Comme toutes les nations du monde, le Québec doit affronter divers problèmes à court, moyen et long terme. Un des instruments privilégiés pour le faire c’est un état crédible et respecté, comme le démontre le contexte mondial actuel tout comme notre histoire des soixante dernières années. Or la confiance envers ceux et celles qui nous gouvernent présentement est à un niveau historique aussi bas que celui des eaux du Saint-Laurent. Voilà notre défi des prochains mois.
Aucun gouvernement depuis que nous avons des instruments pour le mesurer n’a atteint un creux de satisfaction aussi abyssal. J’ai eu moi-même l’honneur de diriger un gouvernement qui fut défait alors que 52% des gens s’en disaient satisfaits, malgré les fusions municipales! Jean Charest a un niveau qui est presque cinq fois moindre présentement.
Évidemment l’usure du pouvoir peut mener à une situation semblable mais pas dans de telles proportions. Il est vrai que le gouvernement libéral a accumulé une série de bourdes dont certaines furent pathétiques. Vouloir financer à 100% des écoles confessionnelles ou changer le calendrier scolaire au nom des mêmes accommodements déraisonnables est difficile à comprendre. Demander la même contribution santé à un modeste salarié qu’à un millionnaire n’est ni juste ni habile. Ne pas garder à la loi 104 sur les écoles passerelles son impact de bon sens évident, saboté par la Cour Suprême, n’est pas pour réjouir la population. Et j’en passe, et de nombreuses...
Mais le cœur du problème est encore plus tragique et il touche la perception d’intégrité et de moralité de l’ensemble de la gestion étatique. En plus, le principal facteur déclencheur vient d’un secteur vital : l’industrie de la construction. « Quand le bâtiment va, tout va», suivant la vieille maxime. Mais présentement ce n’est pas le volume des contrats qui est en cause, de ce côté ça va, c’est leur moralité qui est soupçonnée de ne pas aller. Même les syndicats semblent suspects.
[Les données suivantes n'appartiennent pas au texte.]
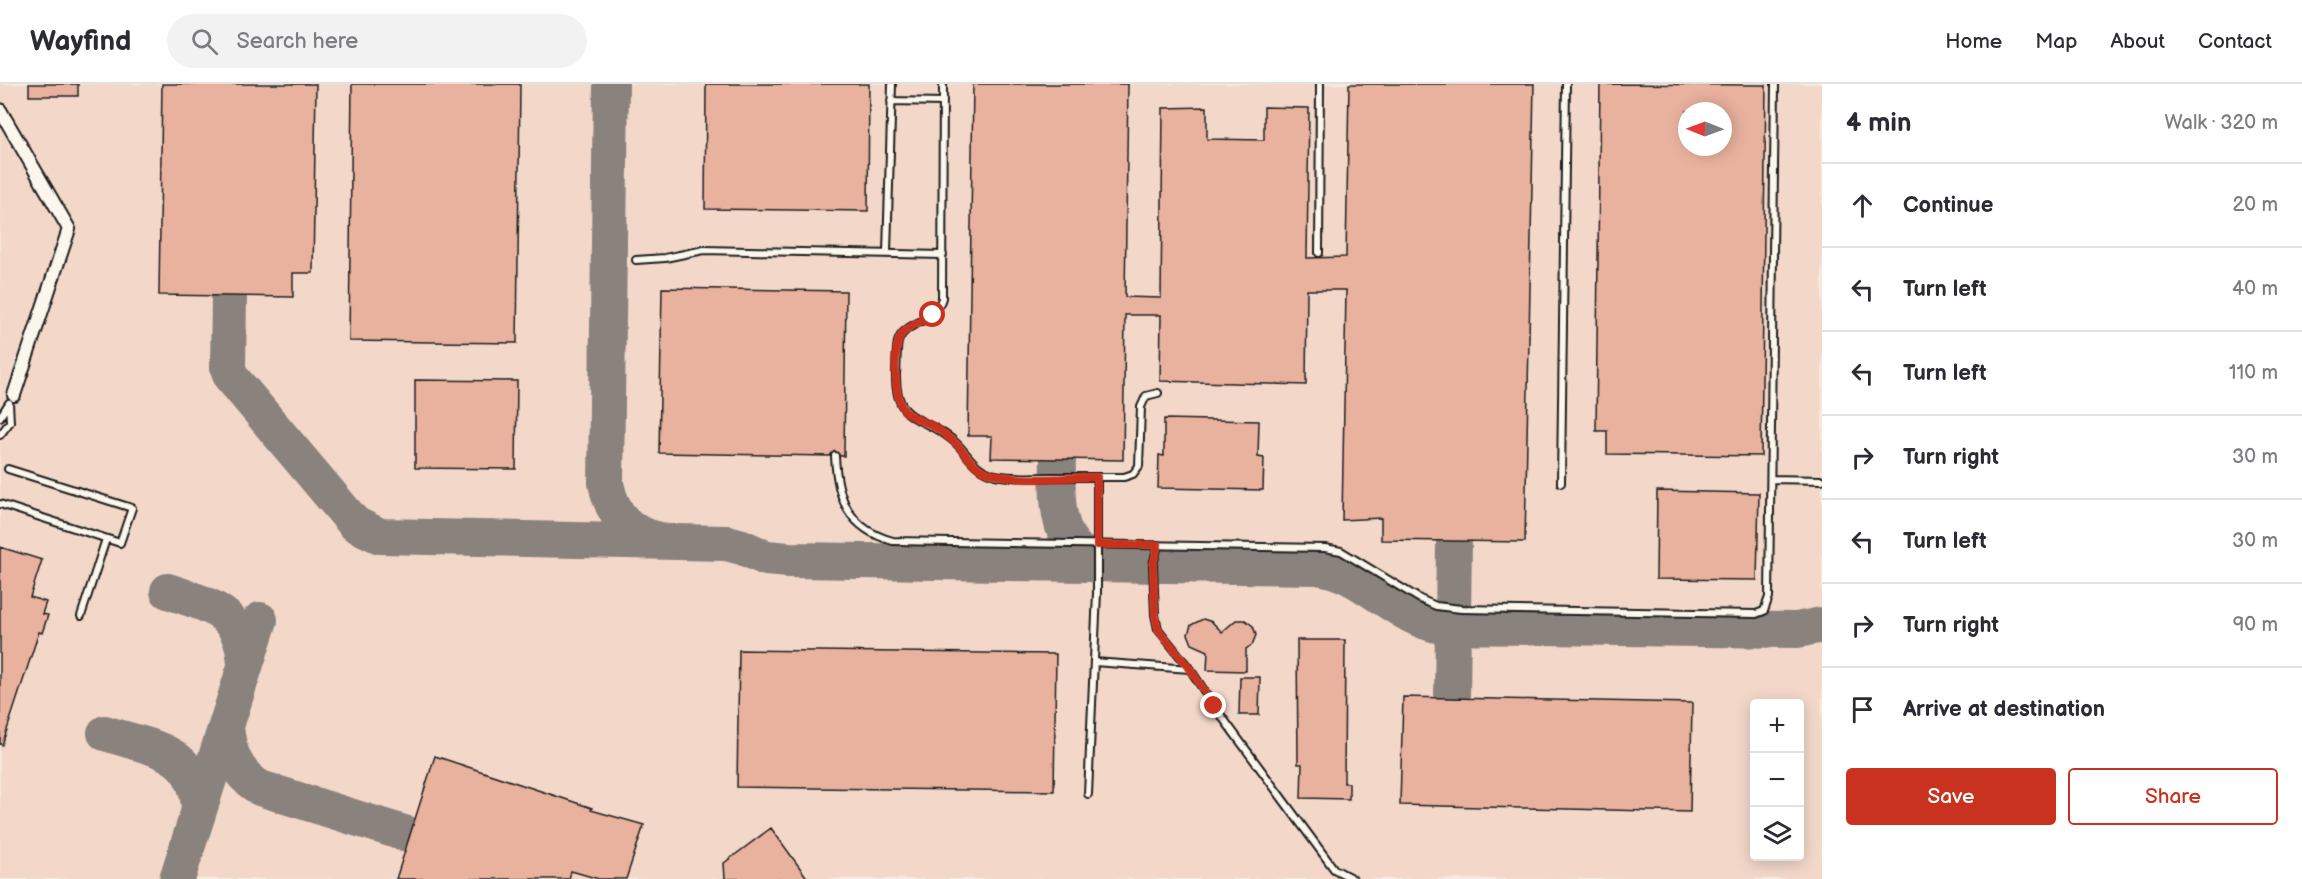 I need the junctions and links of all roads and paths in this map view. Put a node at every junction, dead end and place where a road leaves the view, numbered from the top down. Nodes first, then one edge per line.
1 (892, 84) edge
2 (943, 84) edge
3 (1320, 84) edge
4 (1566, 84) edge
5 (1775, 84) edge
6 (891, 101) junction
7 (943, 102) junction
8 (0, 110) edge
9 (887, 252) junction
10 (1319, 253) dead end
11 (943, 255) junction
12 (636, 260) dead end
13 (1158, 393) dead end
14 (12, 399) junction
15 (0, 405) edge
16 (0, 417) edge
17 (0, 435) edge
18 (835, 456) dead end
19 (8, 469) dead end
20 (1097, 477) junction
21 (1772, 479) junction
22 (1822, 480) edge
23 (1561, 483) dead end
24 (0, 504) edge
25 (106, 539) junction
26 (1097, 545) junction
27 (1158, 545) junction
28 (81, 616) dead end
29 (1094, 662) junction
30 (1190, 669) junction
31 (1088, 794) dead end
32 (1353, 879) edge

1 - 6 lane
2 - 7 lane
3 - 10 lane
4 - 23 lane
5 - 21 lane
6 - 7 lane
6 - 9 lane
7 - 11 lane
8 - 14 street
9 - 11 lane
9 - 12 lane
11 - 20 lane
13 - 20 lane
14 - 15 lane
14 - 16 lane
14 - 17 lane
18 - 26 lane
19 - 25 lane
20 - 26 lane
21 - 22 lane
21 - 27 lane
24 - 25 lane
25 - 28 lane
26 - 27 lane
26 - 29 lane
27 - 30 lane
29 - 30 lane
29 - 31 lane
30 - 32 lane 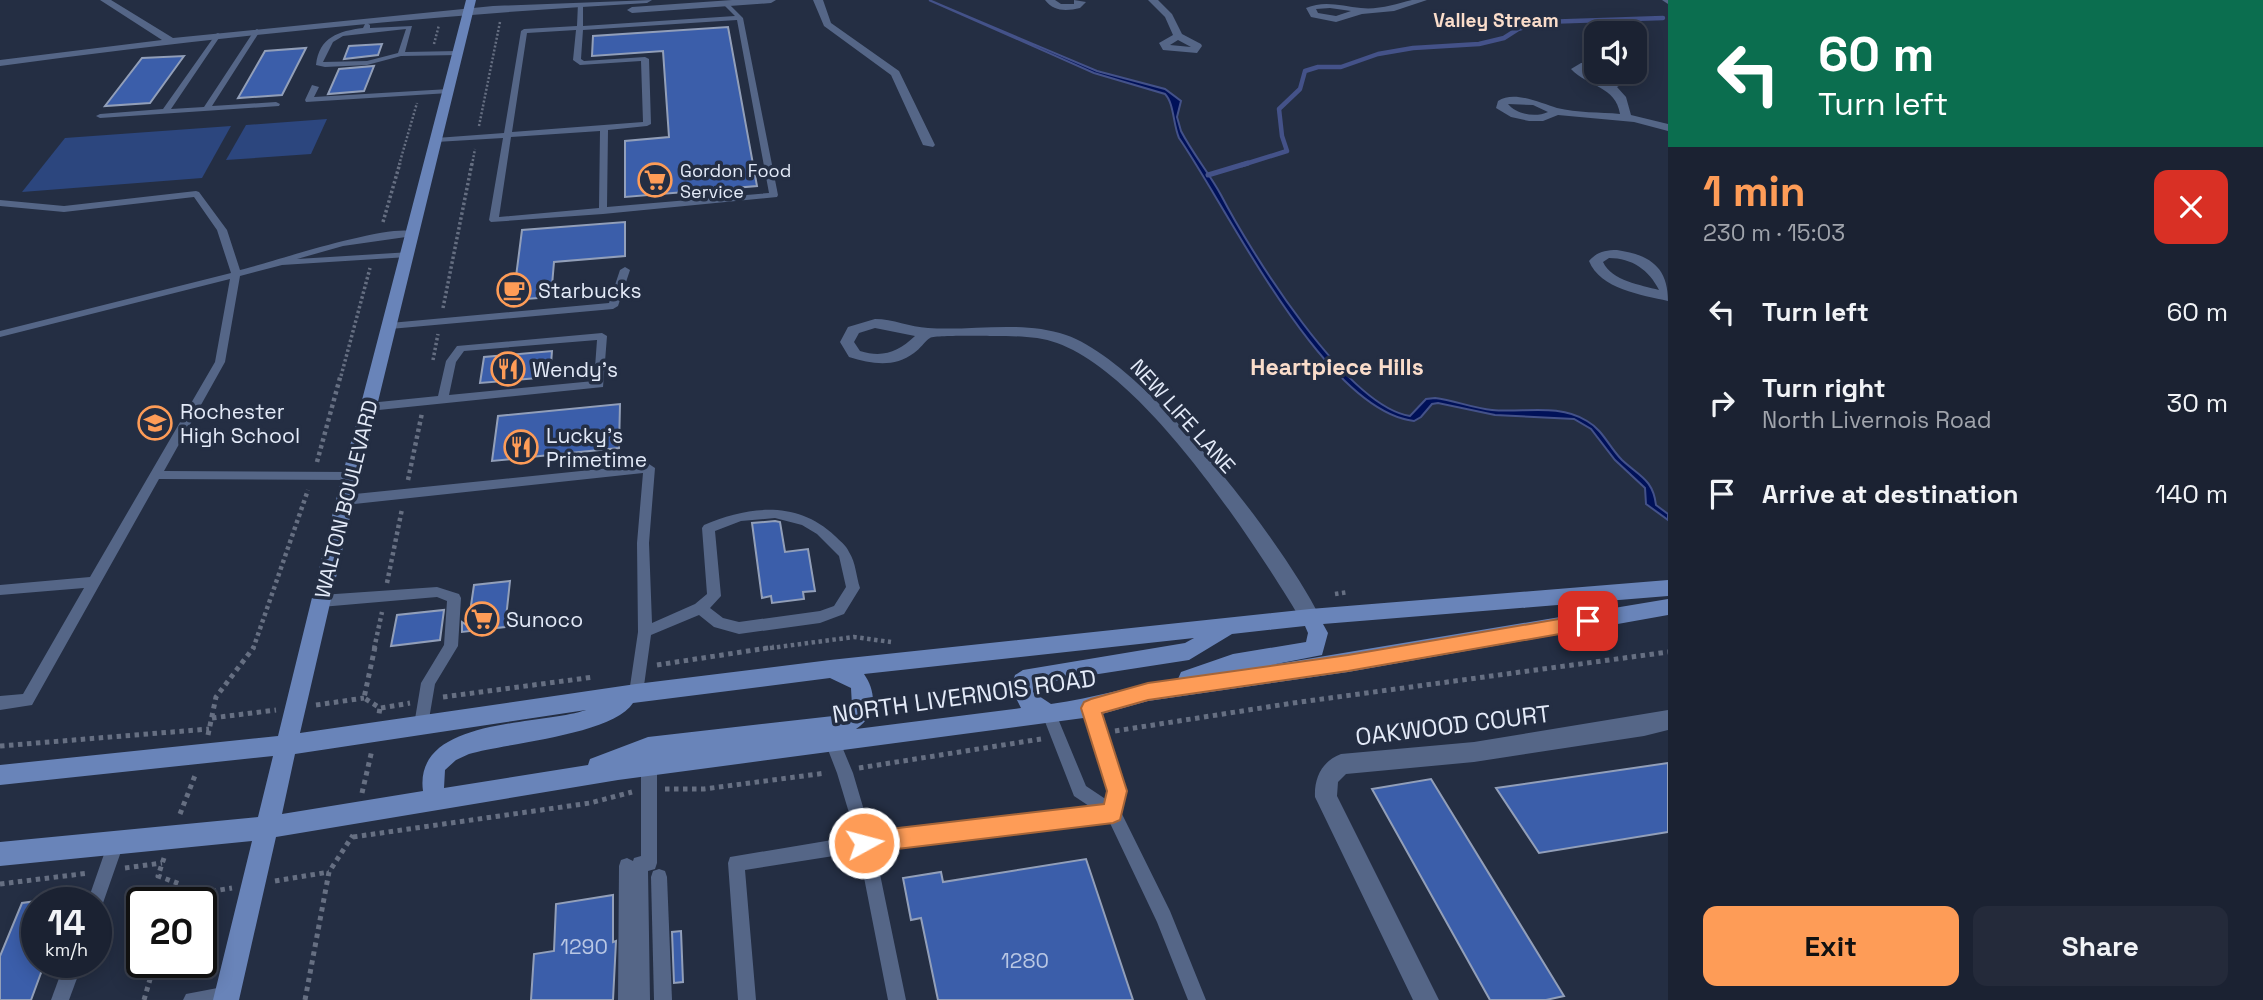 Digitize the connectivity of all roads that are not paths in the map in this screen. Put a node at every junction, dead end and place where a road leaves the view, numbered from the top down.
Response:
1 (105, 0) edge
2 (471, 0) edge
3 (647, 0) edge
4 (771, 0) edge
5 (818, 0) edge
6 (1049, 0) edge
7 (1079, 0) edge
8 (1153, 0) edge
9 (1422, 0) edge
10 (727, 3) edge
11 (581, 9) junction
12 (1362, 11) dead end
13 (468, 13) junction
14 (740, 18) junction
15 (367, 25) junction
16 (580, 28) junction
17 (257, 32) junction
18 (218, 36) junction
19 (1178, 36) dead end
20 (171, 41) junction
21 (458, 53) junction
22 (401, 54) junction
23 (0, 63) edge
24 (1584, 65) edge
25 (1584, 77) edge
26 (1604, 84) edge
27 (1615, 84) edge
28 (1611, 86) junction
29 (315, 87) dead end
30 (449, 91) junction
31 (275, 104) dead end
32 (208, 107) junction
33 (166, 110) junction
34 (1556, 111) dead end
35 (100, 116) dead end
36 (1626, 118) junction
37 (604, 128) junction
38 (1668, 128) edge
39 (506, 135) junction
40 (436, 140) junction
41 (929, 145) dead end
42 (0, 203) edge
43 (603, 211) junction
44 (413, 233) junction
45 (408, 254) junction
46 (276, 264) junction
47 (625, 270) dead end
48 (236, 274) junction
49 (1668, 295) edge
50 (390, 326) junction
51 (927, 333) dead end
52 (0, 334) edge
53 (443, 399) junction
54 (369, 407) junction
55 (156, 474) junction
56 (351, 476) junction
57 (345, 500) junction
58 (93, 582) junction
59 (1668, 588) edge
60 (0, 590) edge
61 (321, 601) junction
62 (1668, 607) edge
63 (700, 608) junction
64 (1310, 617) junction
65 (1227, 628) junction
66 (645, 632) junction
67 (830, 669) junction
68 (1148, 692) junction
69 (636, 693) junction
70 (0, 703) edge
71 (1091, 708) junction
72 (1049, 714) junction
73 (1668, 720) edge
74 (421, 725) junction
75 (834, 742) junction
76 (286, 745) junction
77 (649, 766) junction
78 (0, 775) edge
79 (566, 778) junction
80 (435, 799) junction
81 (1113, 813) junction
82 (265, 828) junction
83 (116, 843) junction
84 (864, 843) junction
85 (0, 854) edge
86 (644, 868) junction
87 (100, 887) edge
88 (68, 978) edge
89 (227, 997) edge
90 (60, 1000) edge
91 (192, 1000) edge
92 (627, 1000) edge
93 (641, 1000) edge
94 (663, 1000) edge
95 (747, 1000) edge
96 (898, 1000) edge
97 (1197, 1000) edge
98 (1426, 1000) edge

1 - 20 street
2 - 13 main road, WALTON BOULEVARD
3 - 11 street
4 - 10 street
5 - 41 street
6 - 7 street
8 - 19 street
9 - 12 street
10 - 11 street
10 - 14 lane
11 - 13 street
11 - 16 lane
13 - 15 street
13 - 21 main road, WALTON BOULEVARD
14 - 16 lane
14 - 43 lane
15 - 17 street
15 - 22 lane
15 - 22 lane
16 - 37 lane
16 - 39 lane
17 - 18 street
17 - 32 lane
18 - 20 street
18 - 33 lane
20 - 23 street
21 - 22 lane
21 - 30 main road, WALTON BOULEVARD
24 - 25 street
26 - 28 street
27 - 28 street
28 - 36 street
29 - 30 lane
30 - 40 main road, WALTON BOULEVARD
31 - 32 lane
32 - 33 lane
33 - 35 lane
34 - 36 street
36 - 38 street
37 - 39 lane
37 - 43 lane
39 - 40 lane
39 - 43 lane
40 - 44 main road, WALTON BOULEVARD
42 - 48 lane
44 - 45 main road, WALTON BOULEVARD
44 - 46 lane
45 - 46 lane
45 - 50 main road, WALTON BOULEVARD
46 - 48 lane
47 - 50 lane
48 - 52 lane
48 - 55 lane
49 - 49 street
50 - 54 main road, WALTON BOULEVARD
51 - 64 street, NEW LIFE LANE
53 - 53 lane
53 - 54 lane
54 - 56 main road, WALTON BOULEVARD
55 - 56 lane
55 - 58 lane
56 - 57 main road, WALTON BOULEVARD
57 - 61 main road, WALTON BOULEVARD
57 - 66 lane
58 - 60 lane
58 - 70 lane
59 - 64 main road, NORTH LIVERNOIS ROAD
61 - 74 lane
61 - 76 main road, WALTON BOULEVARD
62 - 68 main road, NORTH LIVERNOIS ROAD
63 - 63 lane
63 - 66 lane
64 - 65 main road, NORTH LIVERNOIS ROAD
64 - 68 main road
65 - 67 main road, NORTH LIVERNOIS ROAD
65 - 72 main road
66 - 69 lane
67 - 69 main road, NORTH LIVERNOIS ROAD
67 - 79 main road
68 - 71 main road, NORTH LIVERNOIS ROAD
69 - 74 main road, NORTH LIVERNOIS ROAD
69 - 80 main road
71 - 72 main road, NORTH LIVERNOIS ROAD
71 - 81 lane
72 - 75 main road, NORTH LIVERNOIS ROAD
72 - 81 lane
73 - 98 street, OAKWOOD COURT
74 - 76 main road, NORTH LIVERNOIS ROAD
75 - 77 main road, NORTH LIVERNOIS ROAD
75 - 84 lane
76 - 78 main road, NORTH LIVERNOIS ROAD
76 - 82 main road, WALTON BOULEVARD
77 - 79 main road, NORTH LIVERNOIS ROAD
77 - 86 lane
79 - 80 main road, NORTH LIVERNOIS ROAD
80 - 82 main road, NORTH LIVERNOIS ROAD
81 - 84 lane
81 - 97 lane
82 - 83 main road, NORTH LIVERNOIS ROAD
82 - 89 main road, WALTON BOULEVARD
83 - 85 main road, NORTH LIVERNOIS ROAD
83 - 87 lane
84 - 95 lane
84 - 96 lane
86 - 92 lane
86 - 93 lane
86 - 94 lane
88 - 90 lane
89 - 91 lane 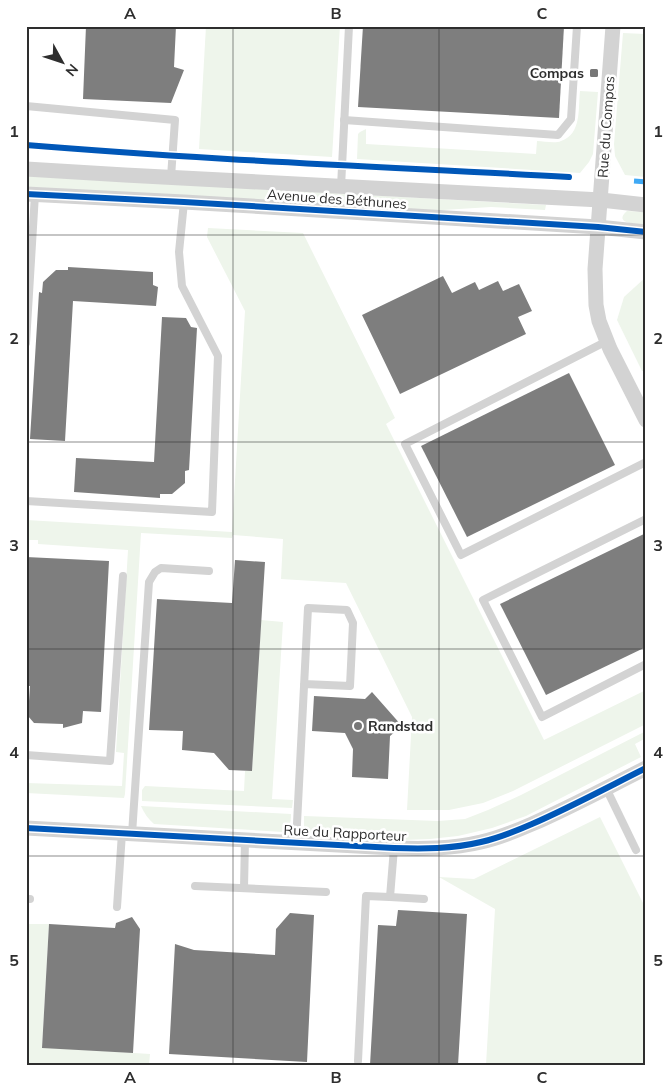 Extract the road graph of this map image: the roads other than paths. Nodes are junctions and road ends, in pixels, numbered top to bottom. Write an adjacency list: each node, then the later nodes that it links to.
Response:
1 (348, 26): 5 (lane)
2 (577, 26): 5 (lane)
3 (613, 26): 10 (street, Rue du Compas)
4 (26, 106): 7 (lane)
5 (344, 120): 8 (lane)
6 (26, 168): 7 (street, Avenue des Béthunes)
7 (171, 177): 8 (street, Avenue des Béthunes)
8 (341, 187): 10 (street, Avenue des Béthunes)
9 (31, 194): 11 (street, Avenue des Béthunes); 16 (lane)
10 (601, 200): 12 (street, Avenue des Béthunes); 13 (street, Rue du Compas)
11 (184, 202): 13 (street, Avenue des Béthunes); 19 (lane)
12 (646, 205)
13 (598, 227): 14 (street, Avenue des Béthunes); 15 (street, Rue du Compas)
14 (646, 232)
15 (607, 341): 17 (street, Rue du Compas); 18 (lane)
16 (26, 343)
17 (646, 420)
18 (646, 462)
19 (26, 501)
20 (646, 519): 23 (lane)
21 (209, 571): 29 (lane)
22 (123, 576): 25 (lane)
23 (646, 664)
24 (304, 684): 24 (lane); 31 (lane)
25 (26, 755)
26 (646, 768): 27 (street, Rue du Rapporteur)
27 (606, 788): 32 (street, Rue du Rapporteur); 33 (lane)
28 (26, 828): 29 (street, Rue du Rapporteur)
29 (127, 834): 30 (street, Rue du Rapporteur); 39 (lane)
30 (245, 840): 31 (street, Rue du Rapporteur); 35 (lane)
31 (296, 843): 32 (street, Rue du Rapporteur)
32 (394, 848): 37 (lane)
33 (636, 850)
34 (195, 886): 35 (lane)
35 (244, 888): 36 (lane)
36 (326, 892)
37 (390, 897): 38 (lane); 40 (lane)
38 (424, 898)
39 (117, 907)
40 (358, 1061)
Pratiquement tous les agents socio-économiques de droite comme de gauche, sauf quelques exceptions, réclament une enquête publique sur l’industrie de la construction. Une telle unanimité n’est pas fréquente dans les revendications de la population. Pourquoi le gouvernement refuse-t-il de se joindre à un consensus aussi rare qu’évident? Dans un tel cas le bon sens populaire comme l’analyse intellectuelle la plus sophistiquée ne peuvent conclure qu’au vieil adage qu’ « il n’y a pas de fumée sans feu. » S’ils refusent l’enquête massivement réclamée c’est qu’ils ont des choses à cacher, se dit-on logiquement.
Avant que les soupçons ne viennent du secteur de la construction, et partiellement à partir de Montréal, il faut le dire, d’autres agissements difficiles à comprendre avaient déjà mis en cause la crédibilité gouvernementale. Une des gloires de nos réalisations contemporaines, les Centres de la petite enfance, furent même entraînés dans la suspicion. Des ministres furent en conflits d’intérêt. Certains ont prétendu ne pas savoir que les compagnies n’avaient pas le droit de contribuer aux caisses électorales!
Le ministre de la justice dans notre système doit précisément incarner la justice et la moralité. Or l’un de ceux qui ont occupé ce poste essentiel sous Jean Charest fait des allégations tellement graves que ce dernier le poursuit en justice. En plus, le premier ministre non content de s’en remettre à la justice ordinaire nomme lui-même une commission d’enquête dont les premiers pas relèvent de la tragi-comédie.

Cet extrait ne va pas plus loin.